Squid, serialized. Before the 2000s, the Peruvian diet was not giant squid-heavy, and grouper, sea bass, and mackerel were more common local seafoods. But that changed after an El Niño event reduced anchovy and mackerel stocks, and Peruvian fisherman embraced techniques to target the cephalopod, economist Juan Carlos Sueiro told Foreign Policy podcast The Catch. The Peruvians had seen South Korean and Japanese fishing ships targeting the giant squid; today they fish for it alongside industrial-scale ships from several countries, including China.
In The Catch, which published its sixth and final episode this week, journalist Ruxandra Guidi dives into the local Peruvian and broader geopolitical efforts to try to prevent overfishing of the giant squid. Those attempts have met different obstacles over the years, but an international treaty that the United Nations may finalize in August under its Convention on the Law of the Sea could offer a breakthrough.
Question of the Week
A new U.N. population report says that Nigeria’s population will overtake Brazil’s this year. At the start of 2022, what was the rank of Brazil’s population size?
The U.N. projects that Brazil will have 215.3 million residents by the end of 2022, while Nigeria will have 218.5 million.
In Focus: Cuba’s Protest Anniversary
One year after Cubans staged the largest anti-government demonstrations since the 1990s, hundreds of protesters remain jailed—and Cubans are leaving the country in what the Washington Post calls one of the largest exoduses from the island since its 1959 revolution.
Those jailed include prominent artists who were figureheads in the protest movement. Rapper Maykel “El Osorbo” Castillo Pérez and artist Luis Manuel Otero Alcántara were given nine- and five-year sentences, respectively. Both were charged with contempt and disrespecting national symbols; Castillo Pérez was also charged with attacking a police officer.
But a disproportionate number of those jailed in Havana province come from the poor neighborhood of La Güinera, local advocacy group Justicia 11J reported. In Foreign Policy, journalist Lillian Perlmutter wrote on Sunday that even though Havana’s poorer neighborhoods had smaller demonstrations than those in the city’s tourist zone, they have faced the strictest government retaliation.

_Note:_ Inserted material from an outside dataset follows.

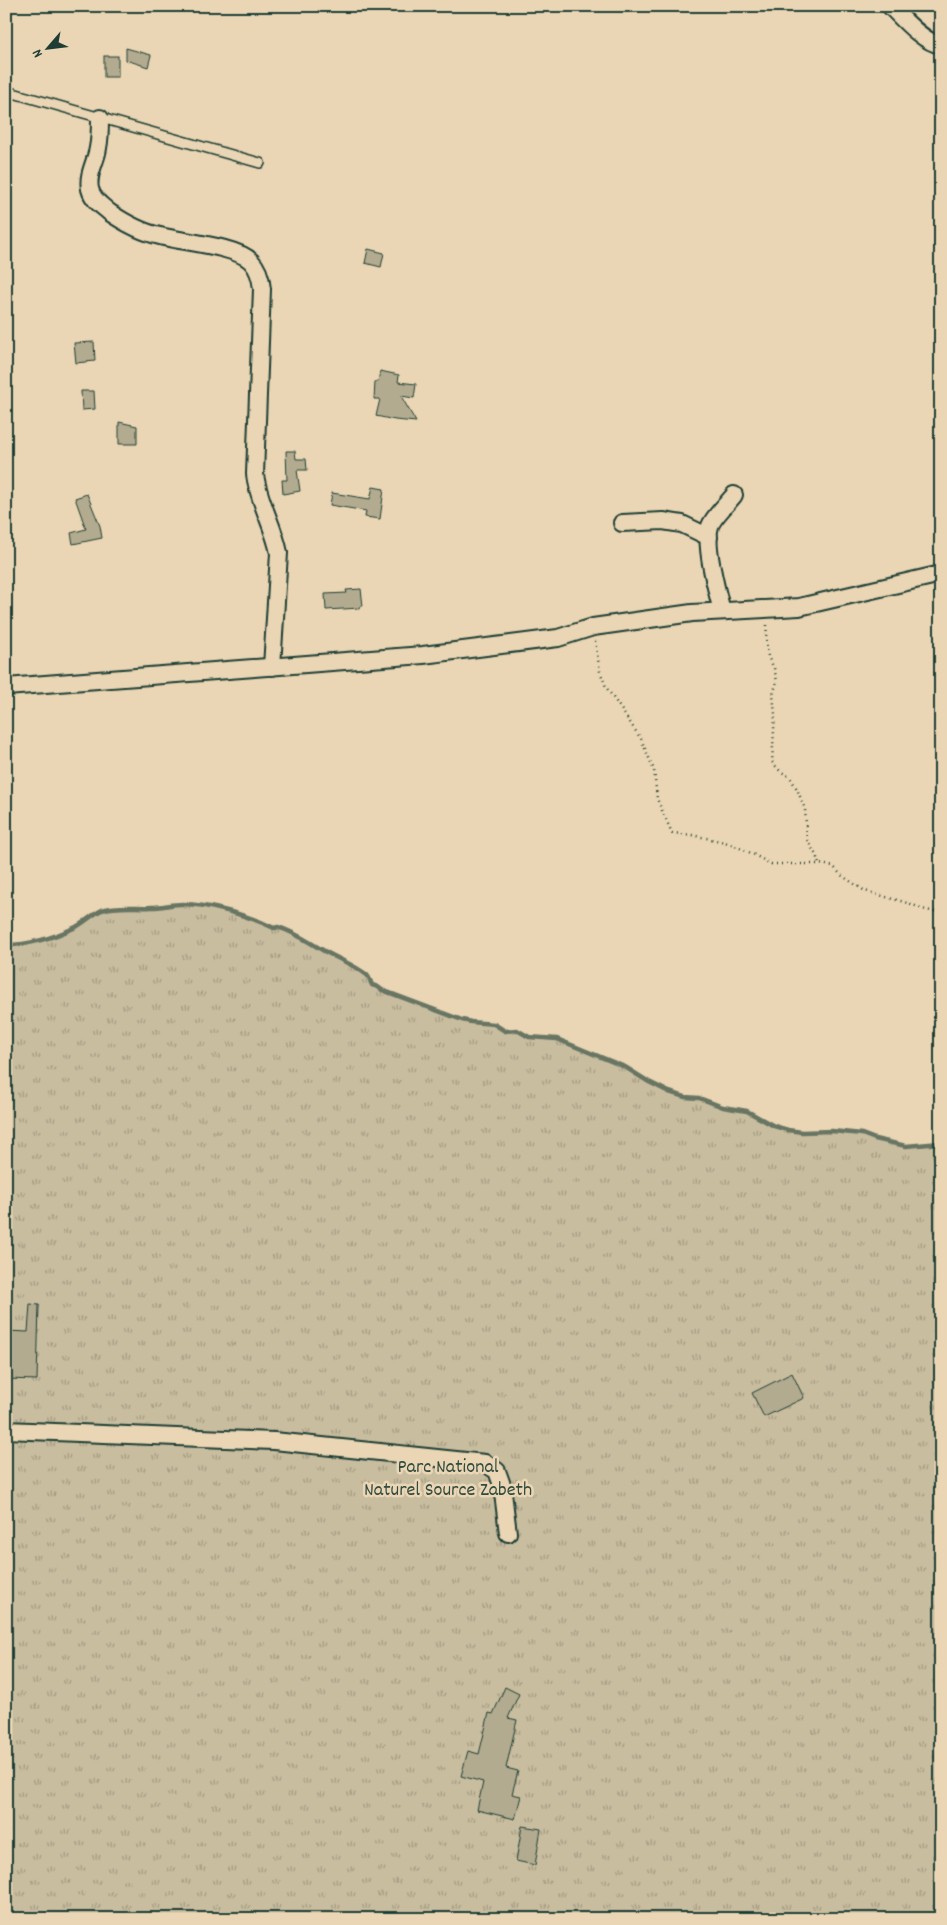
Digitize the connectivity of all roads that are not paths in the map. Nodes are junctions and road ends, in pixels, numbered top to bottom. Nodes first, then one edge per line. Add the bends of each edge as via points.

Meanwhile, Cuba’s government issued a new penal code in May that consolidates several decrees issued since the demonstrations. It amounts to a sweeping criminalization of dissent, with any written or spoken critique of the “social order” earning sentences of four to 10 years in prison, writes University of Florida historian Lillian Guerra in Letras Libres.
The crackdown and exodus have created a new brain drain for Cuba. While its government has long invested in the arts—and since 2018 has allowed increased levels of mobile internet access in the country—it was precisely artists and internet-savvy communicators who chose to protest and are now being targeted. Many fled to Miami, which is struggling with its own economic challenges such as high housing costs. Still, they are safer from Cuban government arrest there.
Guerra argued that based on Cuba’s new legal code, the act of speaking and “creating the basis for a democratic change in their lifetimes” already positions the majority of Cubans in an undeclared rebellion against the government. “Maybe meeting up at a table to speak, more than to eat, has never been so important for the future of freedom in Cuba.”